Aleppo has not suffered from a water shortage since 1776, when residents sang the popular Aleppan song “Quench the Thirsty.”
“The situation signals a humanitarian and health disaster but we are doing what we can to avert this risk,” a source in the Syrian Red Crescent tells Al-Akhbar.
The plan of the Red Crescent and government agencies succeeded in providing some drinking water from wells, but continuing to do that, even for a short time, is unhealthy for residents.
“Home use is vital and a lot of homes no longer have water for safe consumption. Many of the trucks selling water are trucks that collect wastewater from homes, which is polluted and dangerous,” adds the source.
A source at the Aleppo Water Department explained to Al-Akhbar that “the terrorists control the pumping station in the Suleiman al-Halabi region and they do not respect any agreements with the Red Crescent. Everyday, the station needs two diesel tanks [to power it] because the power line that feeds it is out of service.”

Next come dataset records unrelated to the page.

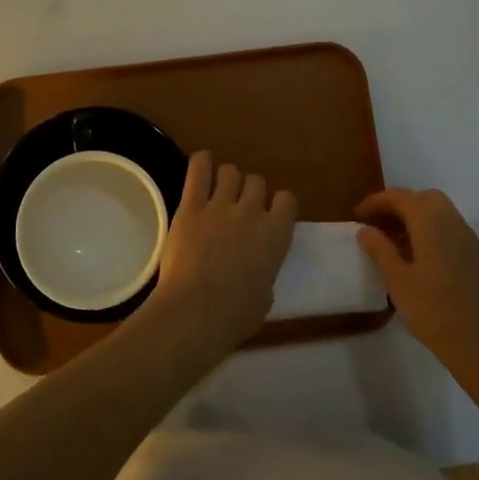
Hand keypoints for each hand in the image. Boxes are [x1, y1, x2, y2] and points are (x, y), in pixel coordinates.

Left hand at [148, 151, 296, 357]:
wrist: (195, 312)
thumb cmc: (235, 315)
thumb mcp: (265, 297)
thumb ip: (264, 274)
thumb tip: (257, 275)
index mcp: (276, 234)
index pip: (287, 199)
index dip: (279, 205)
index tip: (271, 216)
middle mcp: (251, 211)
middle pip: (256, 181)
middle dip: (250, 192)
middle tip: (240, 209)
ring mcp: (219, 205)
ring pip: (230, 171)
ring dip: (227, 180)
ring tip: (219, 193)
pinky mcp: (190, 206)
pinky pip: (198, 170)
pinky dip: (201, 163)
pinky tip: (201, 164)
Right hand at [356, 188, 478, 382]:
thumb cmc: (436, 313)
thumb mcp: (398, 282)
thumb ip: (380, 250)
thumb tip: (365, 229)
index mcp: (432, 224)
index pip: (401, 197)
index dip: (377, 202)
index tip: (358, 216)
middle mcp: (455, 225)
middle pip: (425, 199)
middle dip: (400, 206)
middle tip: (380, 226)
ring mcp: (472, 242)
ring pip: (442, 215)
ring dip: (418, 220)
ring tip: (397, 246)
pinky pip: (453, 234)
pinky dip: (434, 235)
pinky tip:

He pointed out that “the Sharia Authority controls the station and there are major disagreements between its leaders and we as an institution have no direct relationship with them except through the Red Crescent, especially since they killed a number of our staff.”
The source pointed to the “danger of insurgents pumping water only to the neighborhoods that they control as it might lead to the collapse of the integrated water system and the difficulty of maintaining it. This would deprive two million citizens of water, including people living in areas under the terrorists’ control.”

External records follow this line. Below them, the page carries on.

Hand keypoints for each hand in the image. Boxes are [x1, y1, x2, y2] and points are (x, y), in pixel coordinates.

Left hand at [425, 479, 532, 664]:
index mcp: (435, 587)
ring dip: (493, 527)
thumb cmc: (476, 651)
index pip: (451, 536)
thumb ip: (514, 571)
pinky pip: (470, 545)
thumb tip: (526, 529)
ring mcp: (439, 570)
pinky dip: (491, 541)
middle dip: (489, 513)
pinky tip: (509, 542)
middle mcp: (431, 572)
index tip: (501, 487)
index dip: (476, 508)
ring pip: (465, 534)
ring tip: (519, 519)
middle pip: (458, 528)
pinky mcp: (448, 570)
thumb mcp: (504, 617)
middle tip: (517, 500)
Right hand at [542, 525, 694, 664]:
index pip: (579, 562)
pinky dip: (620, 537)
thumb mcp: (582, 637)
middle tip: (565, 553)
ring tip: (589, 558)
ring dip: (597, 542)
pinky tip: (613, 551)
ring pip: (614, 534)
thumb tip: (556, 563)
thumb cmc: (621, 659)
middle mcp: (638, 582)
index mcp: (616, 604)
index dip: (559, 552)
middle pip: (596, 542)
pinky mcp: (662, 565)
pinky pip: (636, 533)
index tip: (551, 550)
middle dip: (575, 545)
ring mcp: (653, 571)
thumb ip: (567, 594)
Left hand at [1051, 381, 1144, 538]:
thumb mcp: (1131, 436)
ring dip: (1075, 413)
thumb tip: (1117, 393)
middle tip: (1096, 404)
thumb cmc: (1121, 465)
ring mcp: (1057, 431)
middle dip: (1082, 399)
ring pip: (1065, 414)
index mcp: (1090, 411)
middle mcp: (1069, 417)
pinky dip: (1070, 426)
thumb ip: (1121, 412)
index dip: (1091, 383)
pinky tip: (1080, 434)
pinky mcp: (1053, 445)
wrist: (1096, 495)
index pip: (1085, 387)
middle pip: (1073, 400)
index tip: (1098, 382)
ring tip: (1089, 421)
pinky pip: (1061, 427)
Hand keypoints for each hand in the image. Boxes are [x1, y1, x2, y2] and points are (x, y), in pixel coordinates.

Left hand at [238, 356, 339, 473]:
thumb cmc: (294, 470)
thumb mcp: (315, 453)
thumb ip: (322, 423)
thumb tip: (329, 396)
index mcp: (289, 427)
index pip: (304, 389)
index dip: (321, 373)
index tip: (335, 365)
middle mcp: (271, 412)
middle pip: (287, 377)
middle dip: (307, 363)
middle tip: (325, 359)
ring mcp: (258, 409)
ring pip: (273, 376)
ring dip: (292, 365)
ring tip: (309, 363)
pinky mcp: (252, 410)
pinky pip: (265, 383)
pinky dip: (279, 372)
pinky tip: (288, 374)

For a week now, queues of women and children have become ubiquitous in front of mosque fountains and city wells in order to fill small containers such as cooking pots, teapots and plastic bottles as well as small barrels.
A number of officials and those working with them on the other hand, get trucks to pump water into their house tanks amid the anger of the people.

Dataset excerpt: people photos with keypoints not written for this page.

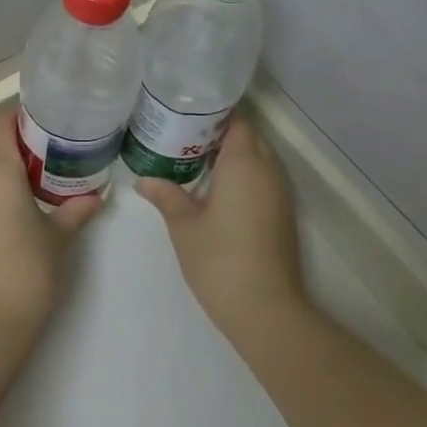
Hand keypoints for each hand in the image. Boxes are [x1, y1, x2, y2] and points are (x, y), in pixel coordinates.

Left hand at [0, 111, 100, 344]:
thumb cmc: (26, 273)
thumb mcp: (58, 239)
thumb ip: (75, 210)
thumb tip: (96, 196)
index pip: (0, 123)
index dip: (19, 117)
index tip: (44, 123)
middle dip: (0, 133)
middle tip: (33, 147)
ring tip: (21, 176)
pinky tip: (4, 206)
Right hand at [135, 115, 307, 341]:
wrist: (267, 311)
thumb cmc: (220, 260)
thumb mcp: (184, 225)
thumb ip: (165, 195)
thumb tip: (143, 180)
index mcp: (244, 162)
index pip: (234, 121)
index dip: (211, 116)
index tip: (183, 117)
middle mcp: (268, 170)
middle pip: (247, 137)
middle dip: (218, 134)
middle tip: (182, 138)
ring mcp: (280, 193)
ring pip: (257, 158)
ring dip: (232, 156)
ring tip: (194, 160)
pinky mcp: (283, 214)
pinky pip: (263, 179)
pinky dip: (243, 175)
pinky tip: (216, 189)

The queues are not just in poor neighborhoods. All the city’s neighborhoods are suffering from a water shortage and the city is full of displaced people.
Mosque wells and the wells operated by the Red Crescent are working 24 hours a day.
The city council did not hesitate to provide residents with drinking water randomly in different streets of the city.
Syria sank into war in March 2011 when pro-reform protests turned into a massive insurgency following the intervention of Western and regional states.
The unrest, which took in terrorist groups from across Europe, the Middle East and North Africa, has transpired as one of the bloodiest conflicts in recent history.